Using the data below, copy every line that contains the word "FUENTE".
··· Listed entries ···
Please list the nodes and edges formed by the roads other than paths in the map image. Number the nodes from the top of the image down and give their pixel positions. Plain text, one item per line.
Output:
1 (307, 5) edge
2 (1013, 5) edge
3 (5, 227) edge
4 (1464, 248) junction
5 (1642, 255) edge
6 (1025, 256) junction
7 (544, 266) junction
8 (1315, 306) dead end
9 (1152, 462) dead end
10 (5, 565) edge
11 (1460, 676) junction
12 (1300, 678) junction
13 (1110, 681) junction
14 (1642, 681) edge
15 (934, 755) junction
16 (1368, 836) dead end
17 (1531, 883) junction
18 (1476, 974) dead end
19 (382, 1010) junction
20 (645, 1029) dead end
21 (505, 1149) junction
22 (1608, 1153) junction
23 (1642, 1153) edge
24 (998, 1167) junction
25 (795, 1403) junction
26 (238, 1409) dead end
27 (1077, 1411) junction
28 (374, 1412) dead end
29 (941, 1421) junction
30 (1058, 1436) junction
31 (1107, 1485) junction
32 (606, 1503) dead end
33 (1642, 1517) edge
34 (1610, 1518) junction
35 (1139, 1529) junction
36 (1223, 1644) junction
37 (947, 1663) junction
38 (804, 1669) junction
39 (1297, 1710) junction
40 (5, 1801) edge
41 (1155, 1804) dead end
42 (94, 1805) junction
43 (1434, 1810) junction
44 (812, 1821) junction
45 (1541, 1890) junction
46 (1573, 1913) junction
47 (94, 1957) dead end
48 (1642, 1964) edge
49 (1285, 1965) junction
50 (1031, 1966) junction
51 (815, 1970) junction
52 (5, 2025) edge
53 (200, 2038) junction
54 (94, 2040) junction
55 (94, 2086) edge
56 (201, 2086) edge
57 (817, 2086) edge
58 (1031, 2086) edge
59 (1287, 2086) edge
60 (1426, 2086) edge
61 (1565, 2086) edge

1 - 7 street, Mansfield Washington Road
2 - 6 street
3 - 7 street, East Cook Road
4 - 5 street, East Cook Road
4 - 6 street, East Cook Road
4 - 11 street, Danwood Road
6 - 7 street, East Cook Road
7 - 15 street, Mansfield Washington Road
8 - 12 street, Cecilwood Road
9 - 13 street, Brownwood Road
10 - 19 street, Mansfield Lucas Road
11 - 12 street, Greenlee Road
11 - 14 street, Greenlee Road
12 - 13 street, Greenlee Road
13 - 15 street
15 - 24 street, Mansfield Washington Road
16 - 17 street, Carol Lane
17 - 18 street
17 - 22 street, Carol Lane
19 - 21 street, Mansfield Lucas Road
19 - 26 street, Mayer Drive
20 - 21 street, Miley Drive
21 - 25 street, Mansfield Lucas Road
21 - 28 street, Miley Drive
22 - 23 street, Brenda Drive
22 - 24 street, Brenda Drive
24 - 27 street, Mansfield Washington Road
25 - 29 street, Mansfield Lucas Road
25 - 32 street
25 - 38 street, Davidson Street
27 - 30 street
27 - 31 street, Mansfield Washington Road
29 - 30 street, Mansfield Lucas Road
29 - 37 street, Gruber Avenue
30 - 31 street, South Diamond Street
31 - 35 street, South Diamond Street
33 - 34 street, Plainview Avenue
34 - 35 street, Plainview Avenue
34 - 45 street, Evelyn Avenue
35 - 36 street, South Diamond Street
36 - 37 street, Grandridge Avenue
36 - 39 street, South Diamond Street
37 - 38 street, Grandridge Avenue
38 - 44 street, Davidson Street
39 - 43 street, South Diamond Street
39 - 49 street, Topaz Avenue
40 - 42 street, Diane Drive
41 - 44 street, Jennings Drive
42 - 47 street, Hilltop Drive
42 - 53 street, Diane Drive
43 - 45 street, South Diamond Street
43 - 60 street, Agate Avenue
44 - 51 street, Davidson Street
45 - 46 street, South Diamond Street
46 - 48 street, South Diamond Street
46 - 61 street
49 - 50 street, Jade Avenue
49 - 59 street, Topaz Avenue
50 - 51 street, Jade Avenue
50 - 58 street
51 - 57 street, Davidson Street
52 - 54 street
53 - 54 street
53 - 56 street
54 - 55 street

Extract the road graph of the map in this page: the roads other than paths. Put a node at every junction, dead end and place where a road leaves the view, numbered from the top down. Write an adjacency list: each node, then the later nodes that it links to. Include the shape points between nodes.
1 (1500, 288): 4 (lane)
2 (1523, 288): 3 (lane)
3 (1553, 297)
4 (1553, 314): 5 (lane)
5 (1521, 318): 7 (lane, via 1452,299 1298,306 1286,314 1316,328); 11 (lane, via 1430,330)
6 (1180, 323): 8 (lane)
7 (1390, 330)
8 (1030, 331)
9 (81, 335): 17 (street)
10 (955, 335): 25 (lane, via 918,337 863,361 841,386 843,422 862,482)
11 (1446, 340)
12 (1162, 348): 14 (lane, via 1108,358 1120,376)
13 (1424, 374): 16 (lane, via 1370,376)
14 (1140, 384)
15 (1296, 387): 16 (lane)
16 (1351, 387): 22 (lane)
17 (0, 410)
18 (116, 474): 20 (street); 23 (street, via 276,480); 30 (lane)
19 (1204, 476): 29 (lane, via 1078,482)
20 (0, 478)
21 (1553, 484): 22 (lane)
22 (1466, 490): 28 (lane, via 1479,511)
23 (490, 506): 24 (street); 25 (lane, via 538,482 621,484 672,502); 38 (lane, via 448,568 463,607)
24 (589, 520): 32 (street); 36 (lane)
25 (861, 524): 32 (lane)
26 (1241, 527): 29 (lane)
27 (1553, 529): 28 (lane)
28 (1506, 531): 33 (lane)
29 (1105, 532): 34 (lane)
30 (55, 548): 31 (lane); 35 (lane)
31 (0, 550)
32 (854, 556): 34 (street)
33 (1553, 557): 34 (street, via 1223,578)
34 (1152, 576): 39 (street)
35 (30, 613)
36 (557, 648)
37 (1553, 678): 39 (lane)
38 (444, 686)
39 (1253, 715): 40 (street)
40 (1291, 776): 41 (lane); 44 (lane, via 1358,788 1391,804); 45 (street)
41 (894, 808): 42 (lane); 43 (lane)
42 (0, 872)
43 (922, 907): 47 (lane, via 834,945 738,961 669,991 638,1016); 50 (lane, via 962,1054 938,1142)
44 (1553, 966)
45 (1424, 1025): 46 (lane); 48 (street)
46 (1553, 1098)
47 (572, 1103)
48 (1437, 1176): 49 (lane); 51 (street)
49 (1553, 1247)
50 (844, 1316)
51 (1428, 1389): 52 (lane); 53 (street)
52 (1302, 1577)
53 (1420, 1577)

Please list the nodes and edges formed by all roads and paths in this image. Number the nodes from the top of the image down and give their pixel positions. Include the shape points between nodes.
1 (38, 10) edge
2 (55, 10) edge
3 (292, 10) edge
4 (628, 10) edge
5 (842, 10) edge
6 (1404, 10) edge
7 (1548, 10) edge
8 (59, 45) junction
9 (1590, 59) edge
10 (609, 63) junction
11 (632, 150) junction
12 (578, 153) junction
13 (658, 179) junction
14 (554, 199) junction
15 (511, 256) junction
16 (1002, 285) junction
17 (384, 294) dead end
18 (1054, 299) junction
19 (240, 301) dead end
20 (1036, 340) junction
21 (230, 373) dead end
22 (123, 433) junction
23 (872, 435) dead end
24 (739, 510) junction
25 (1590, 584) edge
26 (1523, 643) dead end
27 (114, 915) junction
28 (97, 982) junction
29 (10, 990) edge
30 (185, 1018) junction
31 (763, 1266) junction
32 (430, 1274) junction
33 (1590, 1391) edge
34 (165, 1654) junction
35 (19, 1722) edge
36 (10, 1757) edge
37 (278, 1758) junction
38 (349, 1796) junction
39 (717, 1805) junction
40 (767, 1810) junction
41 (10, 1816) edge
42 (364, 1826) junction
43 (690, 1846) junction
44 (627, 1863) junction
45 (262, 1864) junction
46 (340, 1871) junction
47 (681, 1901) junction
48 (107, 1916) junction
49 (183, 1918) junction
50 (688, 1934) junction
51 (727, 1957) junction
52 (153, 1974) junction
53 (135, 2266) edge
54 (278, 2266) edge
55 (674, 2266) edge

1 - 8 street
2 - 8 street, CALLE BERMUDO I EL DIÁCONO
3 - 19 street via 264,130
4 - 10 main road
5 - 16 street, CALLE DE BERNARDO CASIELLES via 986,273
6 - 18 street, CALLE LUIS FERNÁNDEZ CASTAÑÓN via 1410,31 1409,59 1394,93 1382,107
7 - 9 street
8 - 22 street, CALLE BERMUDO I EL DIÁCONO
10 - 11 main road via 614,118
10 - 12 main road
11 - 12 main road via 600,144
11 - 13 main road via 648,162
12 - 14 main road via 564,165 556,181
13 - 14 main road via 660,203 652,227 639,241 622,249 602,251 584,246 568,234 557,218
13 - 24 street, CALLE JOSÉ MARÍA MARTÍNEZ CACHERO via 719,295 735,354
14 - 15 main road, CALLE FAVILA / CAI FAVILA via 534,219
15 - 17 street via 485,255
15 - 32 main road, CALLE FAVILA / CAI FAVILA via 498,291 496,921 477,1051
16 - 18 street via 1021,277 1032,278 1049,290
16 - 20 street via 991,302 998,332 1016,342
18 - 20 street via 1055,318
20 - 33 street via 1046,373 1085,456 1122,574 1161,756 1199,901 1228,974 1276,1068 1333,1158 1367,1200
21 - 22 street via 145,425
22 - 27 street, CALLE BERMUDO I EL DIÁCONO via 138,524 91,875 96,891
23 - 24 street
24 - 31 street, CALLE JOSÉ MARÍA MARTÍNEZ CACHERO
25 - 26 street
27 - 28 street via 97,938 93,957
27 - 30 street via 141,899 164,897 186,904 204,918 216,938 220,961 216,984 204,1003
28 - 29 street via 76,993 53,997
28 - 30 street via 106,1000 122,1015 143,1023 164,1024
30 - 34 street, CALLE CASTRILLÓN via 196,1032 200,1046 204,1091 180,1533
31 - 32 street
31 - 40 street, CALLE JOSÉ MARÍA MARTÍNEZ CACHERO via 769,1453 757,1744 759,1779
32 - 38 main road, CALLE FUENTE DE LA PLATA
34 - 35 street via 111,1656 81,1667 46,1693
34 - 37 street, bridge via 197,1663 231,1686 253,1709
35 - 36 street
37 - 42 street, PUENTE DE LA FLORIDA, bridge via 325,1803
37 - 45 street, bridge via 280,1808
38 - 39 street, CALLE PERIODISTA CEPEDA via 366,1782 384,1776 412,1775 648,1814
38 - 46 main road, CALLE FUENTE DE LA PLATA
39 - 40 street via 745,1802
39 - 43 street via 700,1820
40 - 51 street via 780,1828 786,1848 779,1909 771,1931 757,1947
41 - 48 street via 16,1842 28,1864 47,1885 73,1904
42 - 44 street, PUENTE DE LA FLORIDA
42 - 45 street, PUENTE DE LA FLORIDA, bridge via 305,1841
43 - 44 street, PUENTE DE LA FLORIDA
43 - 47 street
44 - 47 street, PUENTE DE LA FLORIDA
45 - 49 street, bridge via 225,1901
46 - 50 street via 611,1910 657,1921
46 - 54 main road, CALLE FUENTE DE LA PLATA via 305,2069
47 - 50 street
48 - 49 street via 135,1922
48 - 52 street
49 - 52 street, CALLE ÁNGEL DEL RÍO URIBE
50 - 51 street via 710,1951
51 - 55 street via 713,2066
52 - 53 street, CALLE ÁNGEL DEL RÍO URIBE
···
◆ Response to this exercise
32 - 38 main road, CALLE FUENTE DE LA PLATA
38 - 46 main road, CALLE FUENTE DE LA PLATA
46 - 54 main road, CALLE FUENTE DE LA PLATA via 305,2069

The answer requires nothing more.